I am afraid to sleep because what if he kills me in my sleep. I can't give up on him but I hope he gets evaluated in a mental facility today. I don't know if the psychiatrist can understand how bad it is.

He was diagnosis with ADD when he was about seven. He has anxiety pretty bad and at times I feel horrible for him because I struggle with it myself.

As far as I know no one abuses drugs on either side of his family. Both sides of family have drinkers but I don't believe there are addiction problems.
 

InsaneCdn

Well-Known Member
Let me paraphrase, and then re-ask the other poster's questions.

1) ADD diagnosis at age 7
2) anxiety pretty much from that point on
3) medicated at some point for ADD, and at some point for anxiety/depression.

When did the extreme behaviors start?
Who did the ODD diagnosis?
When did the drug use start?
 

Butterfly77

New Member
He has always been difficult but extremely in sixth grade when he was 11. I am not sure when he first tried drugs but my best would be at 13. And the ODD (if that is what I call Obsessive Compulsive Disorder (OCD)) was diagnosis at 14.

He started ADDerall at age seven and recently was put on paxil and prozac
 

buddy

New Member
yeah, I dont think she said he was diagnosed oppositional defiant, I think she said Obsessive Compulsive Disorder (OCD).

I think you are right, sounds like time for a full neuropsychologist evaluation.
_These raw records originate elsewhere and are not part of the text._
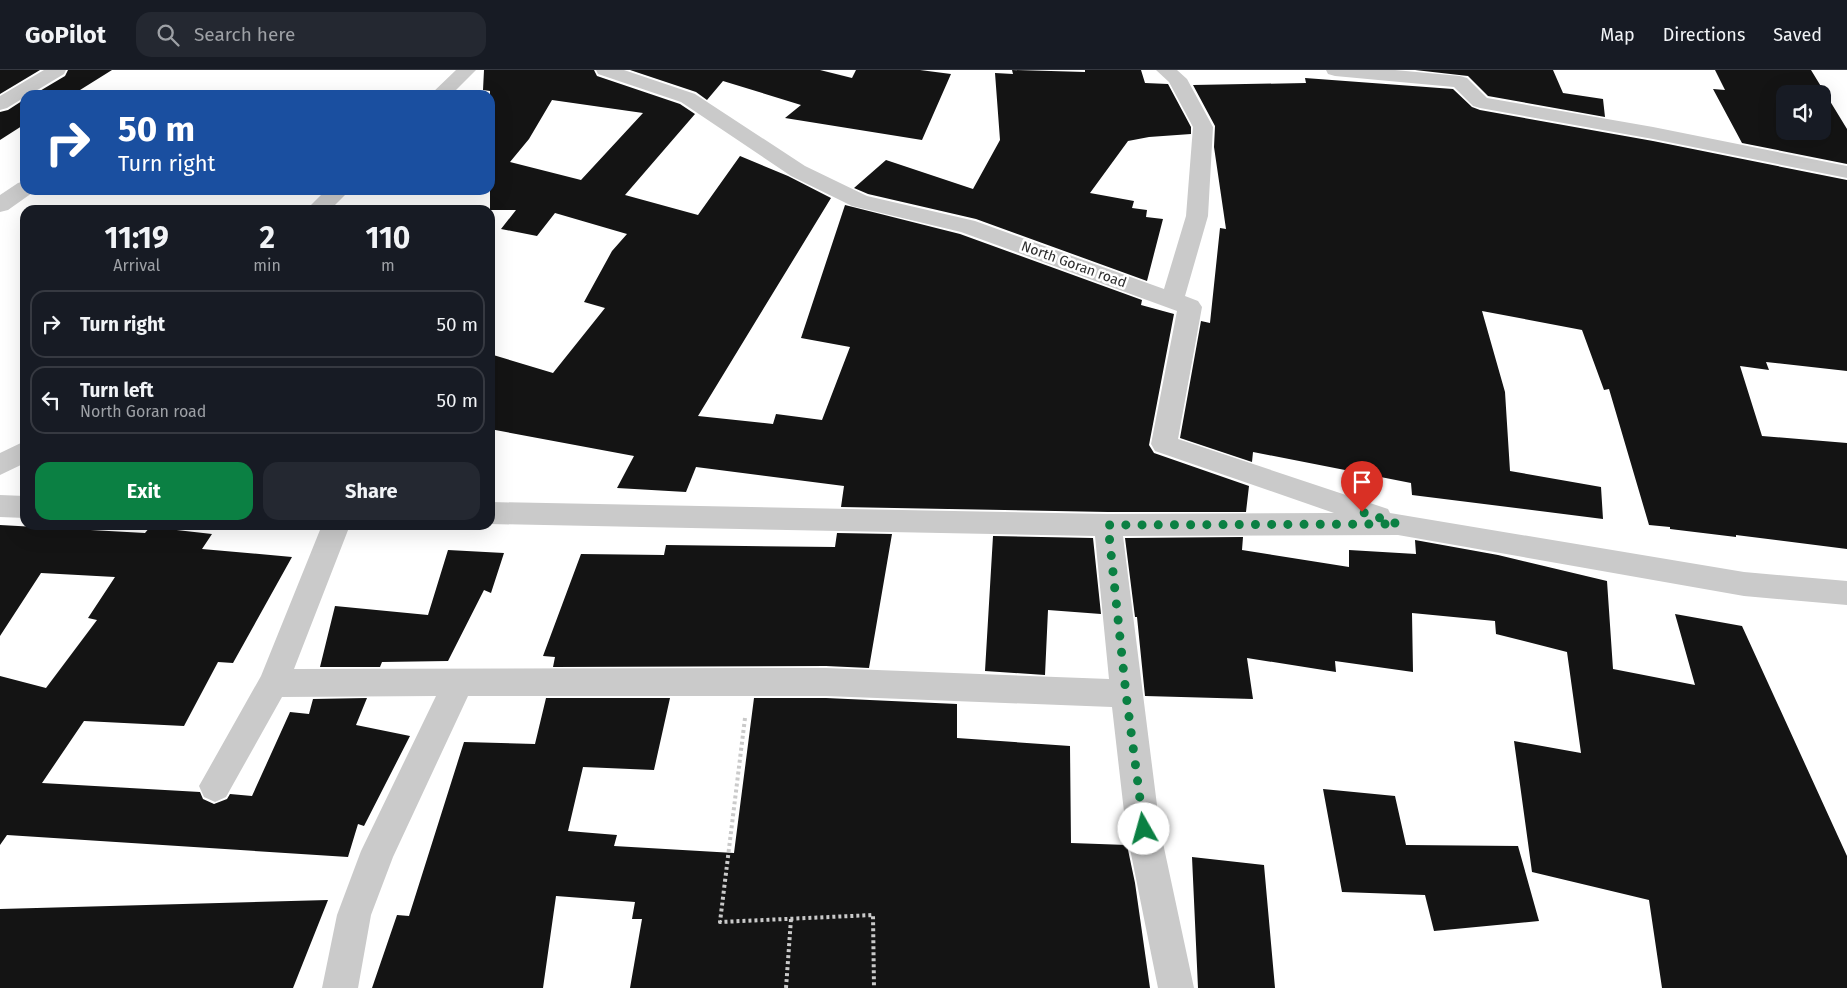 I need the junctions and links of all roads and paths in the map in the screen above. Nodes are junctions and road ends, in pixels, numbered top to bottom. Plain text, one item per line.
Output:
1 (57, 70) edge
2 (467, 70) edge
3 (606, 70) edge
4 (1165, 70) edge
5 (1335, 70) edge
6 (23, 90) edge
7 (445, 90) edge
8 (20, 92) edge
9 (0, 104) edge
10 (1847, 172) edge
11 (20, 191) edge
12 (334, 195) edge
13 (0, 205) edge
14 (323, 205) edge
15 (1172, 300) junction
16 (20, 454) edge
17 (0, 465) edge
18 (0, 506) edge
19 (20, 506) edge
20 (495, 513) edge
21 (1398, 524) junction
22 (1108, 525) junction
23 (334, 530) edge
24 (1847, 593) edge
25 (460, 682) junction
26 (750, 682) junction
27 (273, 683) junction
28 (1126, 694) junction
29 (215, 786) dead end
30 (791, 920) junction
31 (340, 988) edge
32 (786, 988) edge
33 (874, 988) edge
34 (1176, 988) edge

1 - 6 street
2 - 7 street
3 - 15 street, North Goran road
4 - 15 street
5 - 10 street
8 - 9 street
11 - 13 street
12 - 14 street
15 - 21 street, North Goran road
16 - 17 street
18 - 19 street
20 - 22 street
21 - 22 street
21 - 24 street
22 - 28 street
23 - 27 street
25 - 26 street
25 - 27 street
25 - 31 street
26 - 28 street
26 - 30 path
27 - 29 street
28 - 34 street
30 - 32 path
30 - 33 path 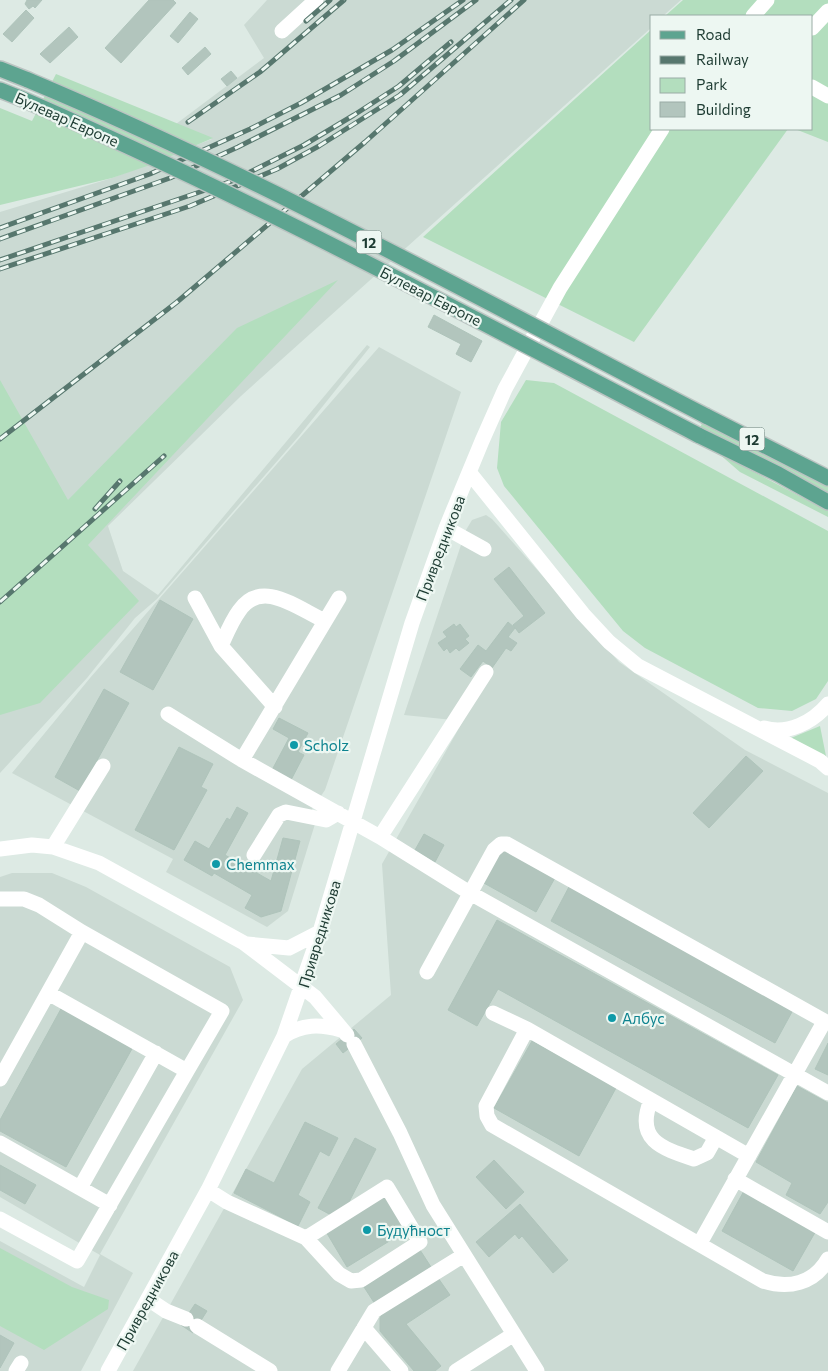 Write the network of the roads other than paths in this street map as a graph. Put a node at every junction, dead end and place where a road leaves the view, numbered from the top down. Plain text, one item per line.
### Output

And an emergency plan.

any chance to get alarms for his door so you can hear if he opens closes... so you can sleep better...maybe you need it for YOUR door???
 

InsaneCdn

Well-Known Member
Please give us more details about the "always been difficult" stuff - the stuff that goes right back to... infancy? toddlerhood? start of school?
These are the behaviors that will tell us much more about some possible sources of his challenges...
 

Butterfly77

New Member
I sleep with my door open because I am afraid he will start a fire because that is another hobby. I am afraid of what will go on behind my door too. I mean difficult as in always crying when he was an infant constantly wanted to be held didn't sleep through night until he was three and never took naps. He has always lied even about things that don't matter, always sneaks food and always has..even if I don't care and tell him I don't care if he eats. never does school work and has always pitched major fits when things don't work out the way he wants. But when he was 11 it changed into more of a violent behavior.

I lock valuables in a safe...keys and medications
 

BusynMember

Well-Known Member
Butterfly...I doubt he tried spice once and only smoked pot once. That's what all kids who use drugs say. My daughter wasn't let out of the house either. She found ways to get drugs at school and took them at night and hid them on her person. She also snuck out her window in the middle of t he night when we were sleeping. I am wondering if this isn't a big part of the problem. Our difficult children are far more apt to use drugs and drink than "typical" kids. Do you like his friends? What are they like? What are his interests? Does he participate in extracurricular activities?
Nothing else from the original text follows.